Saved data entries:
☆ ☆ ☆ ☆ ☆ ☆ ☆

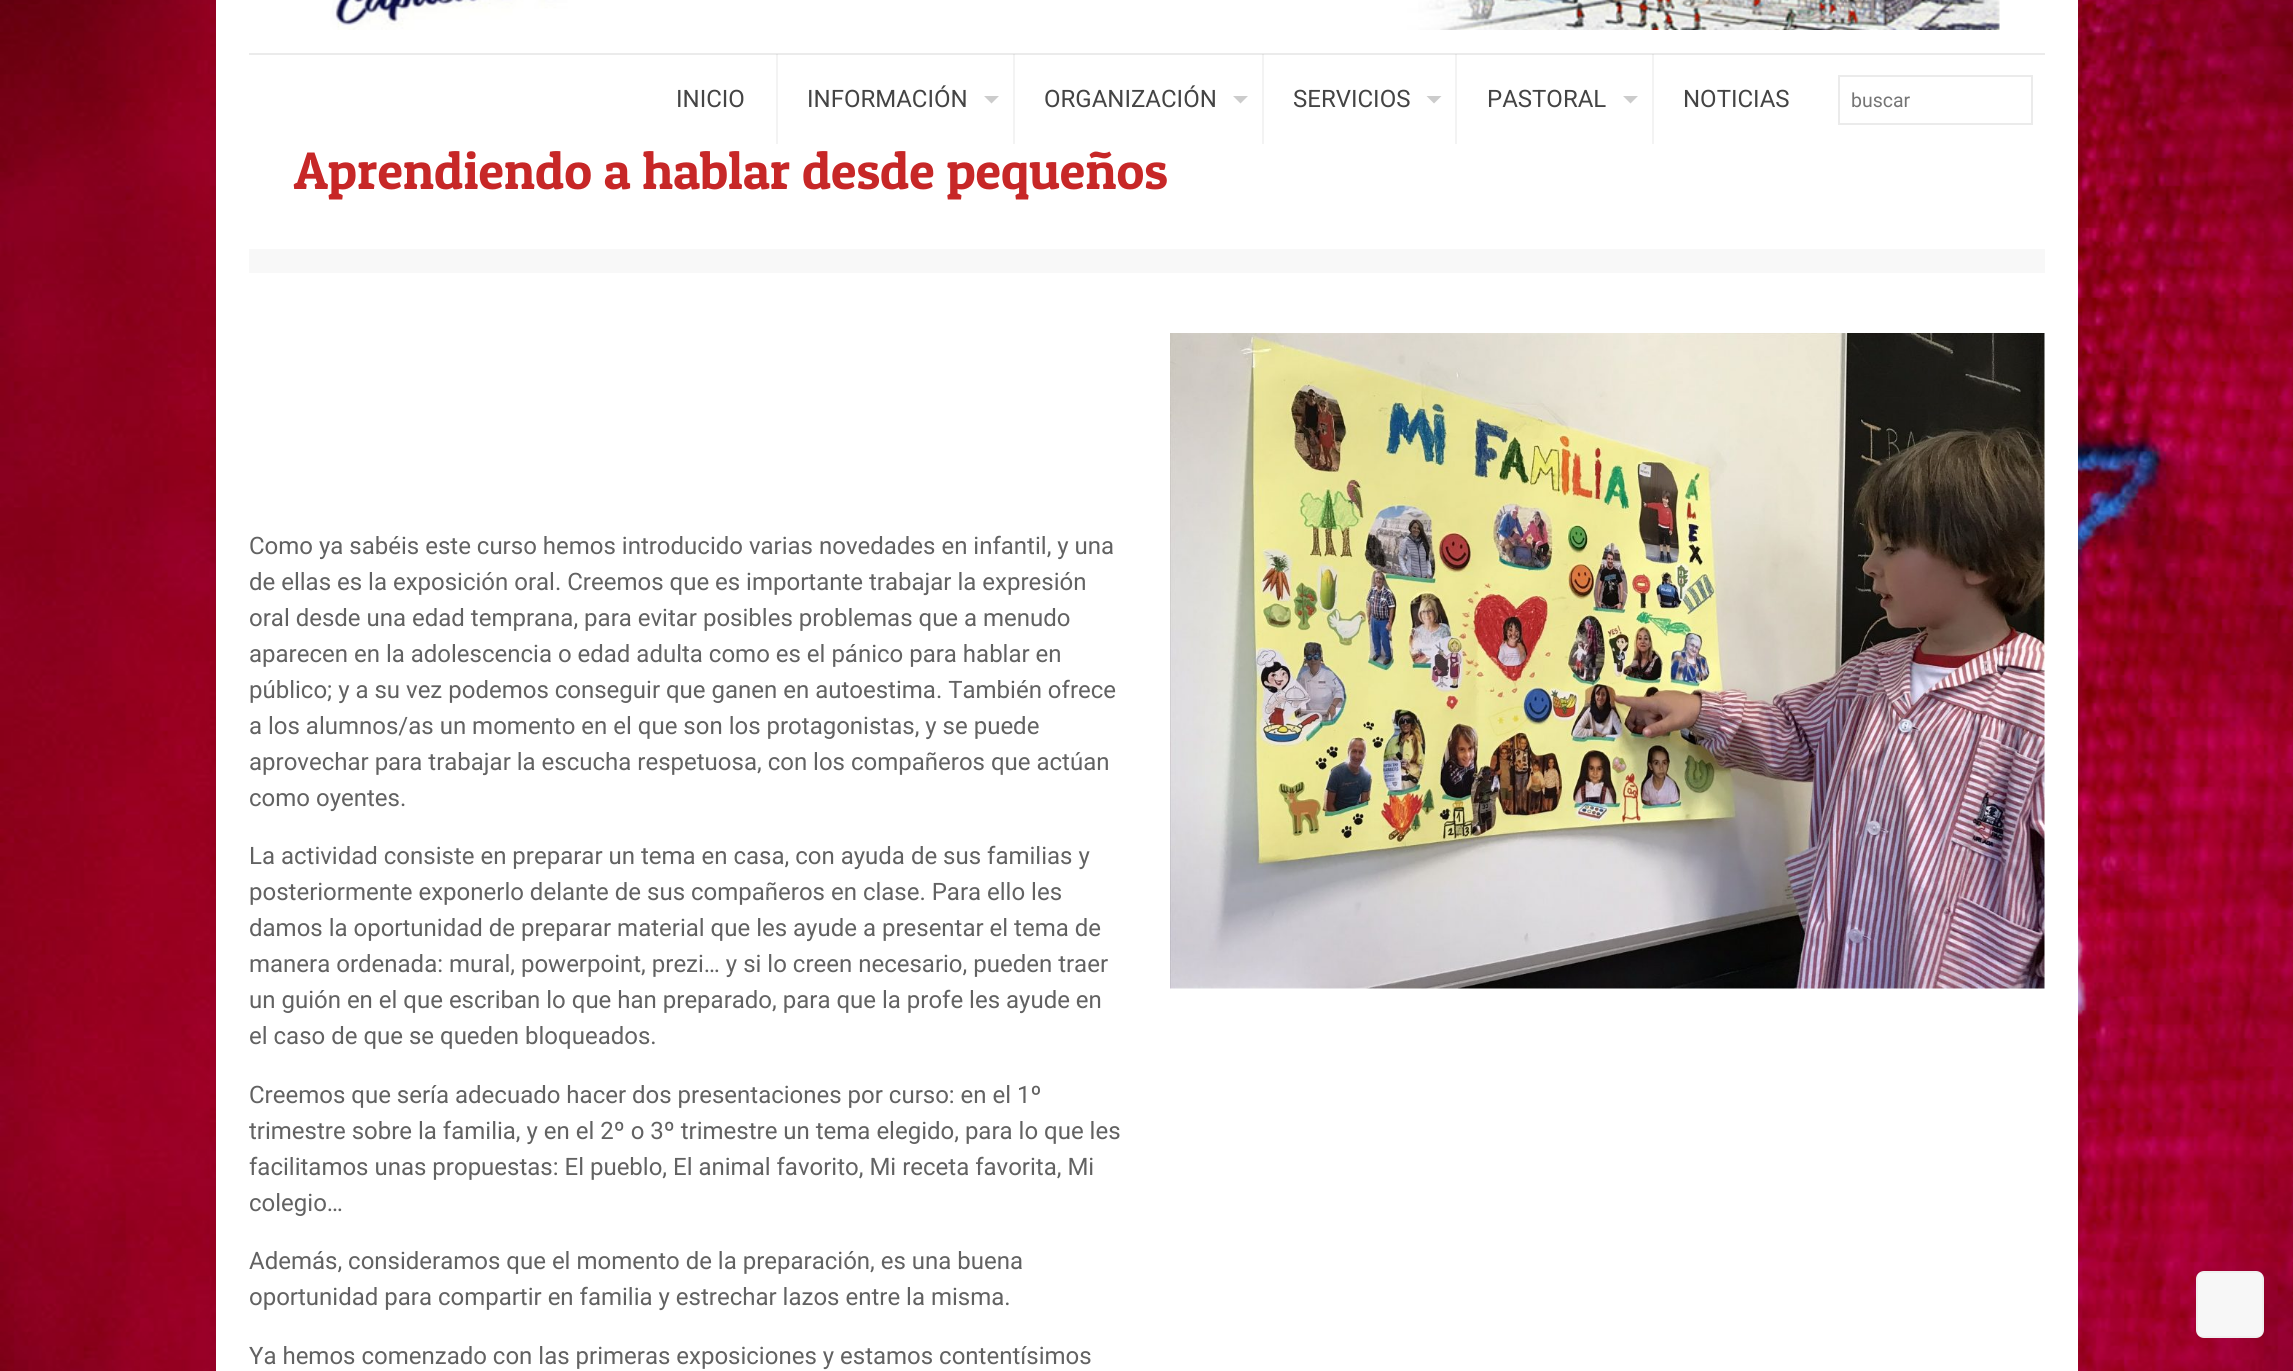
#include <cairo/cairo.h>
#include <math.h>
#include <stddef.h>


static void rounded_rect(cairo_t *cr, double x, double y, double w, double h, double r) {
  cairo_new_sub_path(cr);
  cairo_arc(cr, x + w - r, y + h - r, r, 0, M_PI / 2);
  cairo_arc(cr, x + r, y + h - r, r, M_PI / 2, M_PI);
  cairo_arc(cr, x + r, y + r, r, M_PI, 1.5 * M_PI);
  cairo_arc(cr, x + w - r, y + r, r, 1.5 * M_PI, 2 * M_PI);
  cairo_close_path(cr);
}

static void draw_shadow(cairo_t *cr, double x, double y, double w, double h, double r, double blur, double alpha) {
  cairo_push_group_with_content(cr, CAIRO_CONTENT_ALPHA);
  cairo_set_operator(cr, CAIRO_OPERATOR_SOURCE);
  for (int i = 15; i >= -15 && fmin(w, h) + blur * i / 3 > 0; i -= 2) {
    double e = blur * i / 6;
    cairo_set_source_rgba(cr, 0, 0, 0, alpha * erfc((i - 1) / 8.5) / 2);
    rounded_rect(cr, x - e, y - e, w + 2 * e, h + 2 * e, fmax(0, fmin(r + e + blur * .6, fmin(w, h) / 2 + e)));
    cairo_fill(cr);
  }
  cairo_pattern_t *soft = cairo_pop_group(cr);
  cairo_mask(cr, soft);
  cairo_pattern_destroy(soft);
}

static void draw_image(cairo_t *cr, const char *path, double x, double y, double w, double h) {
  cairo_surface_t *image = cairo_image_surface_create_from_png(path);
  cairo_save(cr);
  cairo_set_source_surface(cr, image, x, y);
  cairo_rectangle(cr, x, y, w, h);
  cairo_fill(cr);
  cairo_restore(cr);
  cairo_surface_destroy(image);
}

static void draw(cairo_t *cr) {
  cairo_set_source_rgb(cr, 1, 1, 1);
  cairo_paint(cr);
  draw_image(cr, "images/1.png", 0, 0, 2293, 1371);
  cairo_set_source_rgb(cr, 0, 0, 0);
  draw_shadow(cr, 216, -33, 1862, 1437, 0, 11, 0.06);
  cairo_set_source_rgb(cr, 1, 1, 1);
  cairo_rectangle(cr, 216, 0, 1862, 1371);
  cairo_fill(cr);
  cairo_set_source_rgb(cr, 235 / 255.0, 235 / 255.0, 235 / 255.0);
  cairo_rectangle(cr, 249, 53, 1796, 2);
  cairo_fill(cr);
  draw_image(cr, "images/2.png", 330, 0, 1670, 30);
  cairo_set_source_rgba(cr, 0, 0, 0, 0.05);
  cairo_rectangle(cr, 776, 54, 2, 90);
  cairo_fill(cr);
  cairo_rectangle(cr, 1013, 54, 2, 90);
  cairo_fill(cr);
  cairo_set_source_rgb(cr, 204 / 255.0, 204 / 255.0, 204 / 255.0);
  cairo_new_path(cr);
  cairo_move_to(cr, 984, 96);
  cairo_line_to(cr, 999, 96);
  cairo_line_to(cr, 991.5, 103.5);
  cairo_close_path(cr);
  cairo_fill(cr);
  cairo_set_source_rgba(cr, 0, 0, 0, 0.05);
  cairo_rectangle(cr, 1262, 54, 2, 90);
  cairo_fill(cr);
  cairo_set_source_rgb(cr, 204 / 255.0, 204 / 255.0, 204 / 255.0);
  cairo_new_path(cr);
  cairo_move_to(cr, 1233, 96);
  cairo_line_to(cr, 1248, 96);
  cairo_line_to(cr, 1240.5, 103.5);
  cairo_close_path(cr);
  cairo_fill(cr);
  cairo_set_source_rgba(cr, 0, 0, 0, 0.05);
  cairo_rectangle(cr, 1455, 54, 2, 90);
  cairo_fill(cr);
  cairo_set_source_rgb(cr, 204 / 255.0, 204 / 255.0, 204 / 255.0);
  cairo_new_path(cr);
  cairo_move_to(cr, 1426.5, 96);
  cairo_line_to(cr, 1441.5, 96);
  cairo_line_to(cr, 1434, 103.5);
  cairo_close_path(cr);
  cairo_fill(cr);
  cairo_set_source_rgba(cr, 0, 0, 0, 0.05);
  cairo_rectangle(cr, 1652, 54, 2, 90);
  cairo_fill(cr);
  cairo_set_source_rgb(cr, 204 / 255.0, 204 / 255.0, 204 / 255.0);
  cairo_new_path(cr);
  cairo_move_to(cr, 1623, 96);
  cairo_line_to(cr, 1638, 96);
  cairo_line_to(cr, 1630.5, 103.5);
  cairo_close_path(cr);
  cairo_fill(cr);
  cairo_rectangle(cr, 1839, 76, 193, 48);
  cairo_set_source_rgb(cr, 235 / 255.0, 235 / 255.0, 235 / 255.0);
  cairo_stroke(cr);
  cairo_set_source_rgb(cr, 248 / 255.0, 248 / 255.0, 248 / 255.0);
  cairo_rectangle(cr, 249, 249, 1796, 24);
  cairo_fill(cr);
  draw_image(cr, "images/3.png", 1170, 333, 875, 656);
  cairo_set_source_rgb(cr, 247 / 255.0, 247 / 255.0, 247 / 255.0);
  rounded_rect(cr, 2196, 1271, 68, 67, 8);
  cairo_fill(cr);
  cairo_rectangle(cr, 2197, 1272, 66, 65);
  cairo_set_source_rgba(cr, 0, 0, 0, 0.03);
  cairo_stroke(cr);
  cairo_select_font_face(cr, "Roboto", CAIRO_FONT_SLANT_NORMAL, CAIRO_FONT_WEIGHT_NORMAL);
  cairo_set_font_size(cr, 24);
  cairo_set_source_rgb(cr, 68 / 255.0, 68 / 255.0, 68 / 255.0);
  cairo_move_to(cr, 676, 107);
  cairo_show_text(cr, "INICIO");
  cairo_move_to(cr, 807, 107);
  cairo_show_text(cr, "INFORMACIÓN");
  cairo_move_to(cr, 1044, 107);
  cairo_show_text(cr, "ORGANIZACIÓN");
  cairo_move_to(cr, 1293, 107);
  cairo_show_text(cr, "SERVICIOS");
  cairo_move_to(cr, 1487, 107);
  cairo_show_text(cr, "PASTORAL");
  cairo_move_to(cr, 1683, 107);
  cairo_show_text(cr, "NOTICIAS");
  cairo_set_font_size(cr, 19.5);
  cairo_set_source_rgb(cr, 117 / 255.0, 117 / 255.0, 117 / 255.0);
  cairo_move_to(cr, 1851, 107);
  cairo_show_text(cr, "buscar");
  cairo_select_font_face(cr, "Patua One", CAIRO_FONT_SLANT_NORMAL, CAIRO_FONT_WEIGHT_NORMAL);
  cairo_set_font_size(cr, 52.5);
  cairo_set_source_rgb(cr, 199 / 255.0, 39 / 255.0, 39 / 255.0);
  cairo_move_to(cr, 294, 189);
  cairo_show_text(cr, "Aprendiendo a hablar desde pequeños");
  cairo_select_font_face(cr, "Roboto", CAIRO_FONT_SLANT_NORMAL, CAIRO_FONT_WEIGHT_NORMAL);
  cairo_set_font_size(cr, 24);
  cairo_set_source_rgb(cr, 98 / 255.0, 98 / 255.0, 98 / 255.0);
  cairo_move_to(cr, 249, 554);
  cairo_show_text(cr, "Como ya sabéis este curso hemos introducido varias novedades en infantil, y una");
  cairo_move_to(cr, 249, 590);
  cairo_show_text(cr, "de ellas es la exposición oral. Creemos que es importante trabajar la expresión");
  cairo_move_to(cr, 249, 626);
  cairo_show_text(cr, "oral desde una edad temprana, para evitar posibles problemas que a menudo");
  cairo_move_to(cr, 249, 662);
  cairo_show_text(cr, "aparecen en la adolescencia o edad adulta como es el pánico para hablar en");
  cairo_move_to(cr, 249, 698);
  cairo_show_text(cr, "público; y a su vez podemos conseguir que ganen en autoestima. También ofrece");
  cairo_move_to(cr, 249, 734);
  cairo_show_text(cr, "a los alumnos/as un momento en el que son los protagonistas, y se puede");
  cairo_move_to(cr, 249, 770);
  cairo_show_text(cr, "aprovechar para trabajar la escucha respetuosa, con los compañeros que actúan");
  cairo_move_to(cr, 249, 806);
  cairo_show_text(cr, "como oyentes.");
  cairo_move_to(cr, 249, 864);
  cairo_show_text(cr, "La actividad consiste en preparar un tema en casa, con ayuda de sus familias y");
  cairo_move_to(cr, 249, 900);
  cairo_show_text(cr, "posteriormente exponerlo delante de sus compañeros en clase. Para ello les");
  cairo_move_to(cr, 249, 936);
  cairo_show_text(cr, "damos la oportunidad de preparar material que les ayude a presentar el tema de");
  cairo_move_to(cr, 249, 972);
  cairo_show_text(cr, "manera ordenada: mural, powerpoint, prezi… y si lo creen necesario, pueden traer");
  cairo_move_to(cr, 249, 1008);
  cairo_show_text(cr, "un guión en el que escriban lo que han preparado, para que la profe les ayude en");
  cairo_move_to(cr, 249, 1044);
  cairo_show_text(cr, "el caso de que se queden bloqueados.");
  cairo_move_to(cr, 249, 1103);
  cairo_show_text(cr, "Creemos que sería adecuado hacer dos presentaciones por curso: en el 1º");
  cairo_move_to(cr, 249, 1139);
  cairo_show_text(cr, "trimestre sobre la familia, y en el 2º o 3º trimestre un tema elegido, para lo que les");
  cairo_move_to(cr, 249, 1175);
  cairo_show_text(cr, "facilitamos unas propuestas: El pueblo, El animal favorito, Mi receta favorita, Mi");
  cairo_move_to(cr, 249, 1211);
  cairo_show_text(cr, "colegio…");
  cairo_move_to(cr, 249, 1269);
  cairo_show_text(cr, "Además, consideramos que el momento de la preparación, es una buena");
  cairo_move_to(cr, 249, 1305);
  cairo_show_text(cr, "oportunidad para compartir en familia y estrechar lazos entre la misma.");
  cairo_move_to(cr, 249, 1364);
  cairo_show_text(cr, "Ya hemos comenzado con las primeras exposiciones y estamos contentísimos");
}

int main(void) {
  cairo_surface_t *surface = cairo_image_surface_create(CAIRO_FORMAT_RGB24, 2293, 1371);
  cairo_t *cr = cairo_create(surface);
  cairo_font_options_t *options = cairo_font_options_create();
  cairo_font_options_set_hint_metrics(options, CAIRO_HINT_METRICS_OFF);
  cairo_font_options_set_hint_style(options, CAIRO_HINT_STYLE_NONE);
  cairo_set_font_options(cr, options);
  cairo_set_miter_limit(cr, 4);
  draw(cr);
  cairo_surface_write_to_png(surface, "out.png");
  cairo_font_options_destroy(options);
  cairo_destroy(cr);
  cairo_surface_destroy(surface);
  return 0;
}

☆ ☆ ☆ ☆ ☆ ☆ ☆

Reproduce every line from the preceding data in which the word "blur" can be found.

static void draw_shadow(cairo_t *cr, double x, double y, double w, double h, double r, double blur, double alpha) {
  for (int i = 15; i >= -15 && fmin(w, h) + blur * i / 3 > 0; i -= 2) {
    double e = blur * i / 6;
    rounded_rect(cr, x - e, y - e, w + 2 * e, h + 2 * e, fmax(0, fmin(r + e + blur * .6, fmin(w, h) / 2 + e)));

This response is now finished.